The earliest printing typefaces which omitted serifs were not intended to render contemporary texts, but to represent inscriptions in Ancient Greek and Etruscan. Thus, Thomas Dempster's De Etruria regali libri VII (1723), used special types intended for the representation of Etruscan epigraphy, and in, the Caslon foundry made Etruscan types for pamphlets written by Etruscan scholar John Swinton. Another niche used of a printed sans-serif letterform from 1786 onwards was a rounded sans-serif script typeface developed by Valentin Haüy for the use of the blind to read with their fingers.[26] [27]

Developing popularity

Towards the end of the eighteenth century neoclassicism led to architects increasingly incorporating ancient Greek and Roman designs in contemporary structures. Historian James Mosley, the leading expert on early revival of sans-serif letters, has found that architect John Soane commonly used sans-serif letters on his drawings and architectural designs.[28] Soane's inspiration was apparently the inscriptions dedicating the Temple of Vesta in Tivoli, Italy, with minimal serifs.

These were then copied by other artists, and in London sans-serif capitals became popular for advertising, apparently because of the "astonishing" effect the unusual style had on the public. The lettering style apparently became referred to as "old Roman" or "Egyptian" characters, referencing the classical past and a contemporary interest in Ancient Egypt and its blocky, geometric architecture.[29]

Mosley writes that "in 1805 Egyptian letters were happening in the streets of London, being plastered over shops and on walls by signwriters, and they were astonishing the public, who had never seen letters like them and were not sure they wanted to". A depiction of the style, as an engraving, rather than printed from type, was shown in the European Magazine of 1805, described as "old Roman" characters.[30] However, the style did not become used in printing for some more years. (Early sans-serif signage was not printed from type but hand-painted or carved, since at the time it was not possible to print in large sizes.

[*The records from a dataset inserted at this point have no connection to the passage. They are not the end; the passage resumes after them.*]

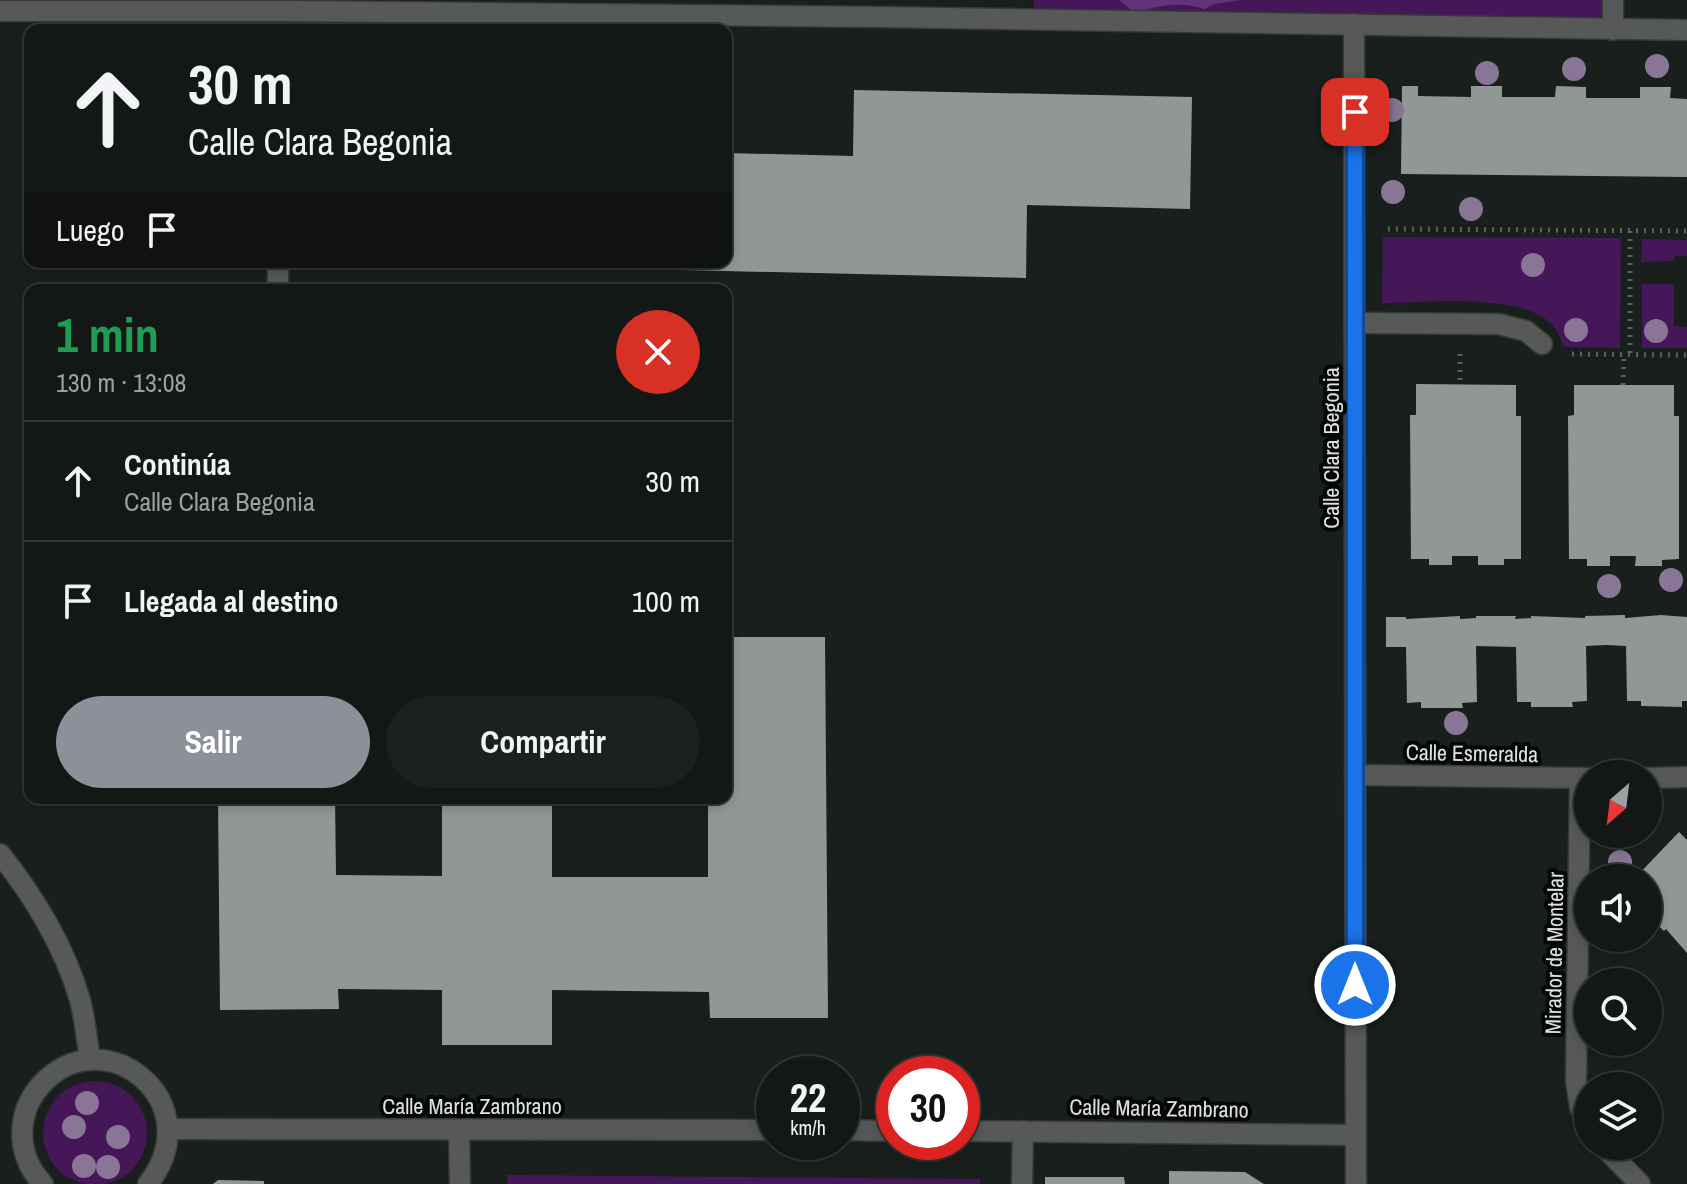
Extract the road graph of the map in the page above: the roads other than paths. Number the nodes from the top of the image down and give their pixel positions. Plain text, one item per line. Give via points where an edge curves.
1 (1613, 0) edge
2 (883, 8) edge
3 (0, 11) edge
4 (282, 20) edge
5 (1354, 24) junction
6 (1613, 30) junction
7 (1687, 30) edge
8 (1355, 323) junction
9 (1542, 344) dead end
10 (1355, 775) junction
11 (1687, 777) edge
12 (1574, 778) edge
13 (1662, 778) edge
14 (1582, 848) edge
15 (0, 854) edge
16 (90, 1060) junction
17 (1576, 1072) edge
18 (169, 1129) junction
19 (459, 1130) junction
20 (756, 1130) edge
21 (980, 1131) edge
22 (1023, 1131) junction
23 (1355, 1135) junction
24 (1617, 1160) edge
25 (43, 1184) edge
26 (148, 1184) edge
27 (460, 1184) edge
28 (1022, 1184) edge
29 (1356, 1184) edge
30 (1640, 1184) edge

1 - 6 street
2 - 4 street
2 - 5 street
3 - 4 street
5 - 6 street
5 - 8 street, Calle Clara Begonia
6 - 7 street
8 - 9 street via 1499,324 1526,331
8 - 10 street, Calle Clara Begonia
10 - 12 street, Calle Esmeralda
10 - 23 street, Calle Clara Begonia
11 - 13 street
14 - 17 street, Mirador de Montelar
15 - 16 street via 67,961 81,1003
16 - 18 street via 127,1067 144,1078 165,1110
16 - 25 street via 49,1076 24,1112 25,1156
18 - 19 street, Calle María Zambrano
18 - 26 street via 160,1169
19 - 20 street, Calle María Zambrano
19 - 27 street
21 - 22 street, Calle María Zambrano
22 - 23 street, Calle María Zambrano
22 - 28 street
23 - 29 street, Calle Clara Begonia
24 - 30 street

This makes tracing the descent of sans-serif styles hard, since a trend can arrive in the dated, printed record from a signpainting tradition which has left less of a record or at least no dates.)

The inappropriateness of the name was not lost on the poet Robert Southey, in his satirical Letters from England written in the character of a Spanish aristocrat.[31] [32] It commented: "The very shopboards must be... painted in Egyptian letters, which, as the Egyptians had no letters, you will doubtless conceive must be curious. They are simply the common characters, deprived of all beauty and all proportion by having all the strokes of equal thickness, so that those which should be thin look as if they had the elephantiasis."[33] Similarly, the painter Joseph Farington wrote in his diary on 13 September 1805 of seeing a memorial engraved "in what is called Egyptian Characters".[34]

Around 1816, the Ordnance Survey began to use 'Egyptian' lettering, monoline sans-serif capitals, to mark ancient Roman sites. This lettering was printed from copper plate engraving.

Entry into printing

Around 1816, William Caslon IV produced the first sans-serif printing type in England for the Latin alphabet, a capitals-only face under the title 'Two Lines English Egyptian', where 'Two Lines English' referred to the typeface's body size, which equals to about 28 points.[35] [36] Although it is known from its appearances in the firm's specimen books, no uses of it from the period have been found; Mosley speculates that it may have been commissioned by a specific client.[37]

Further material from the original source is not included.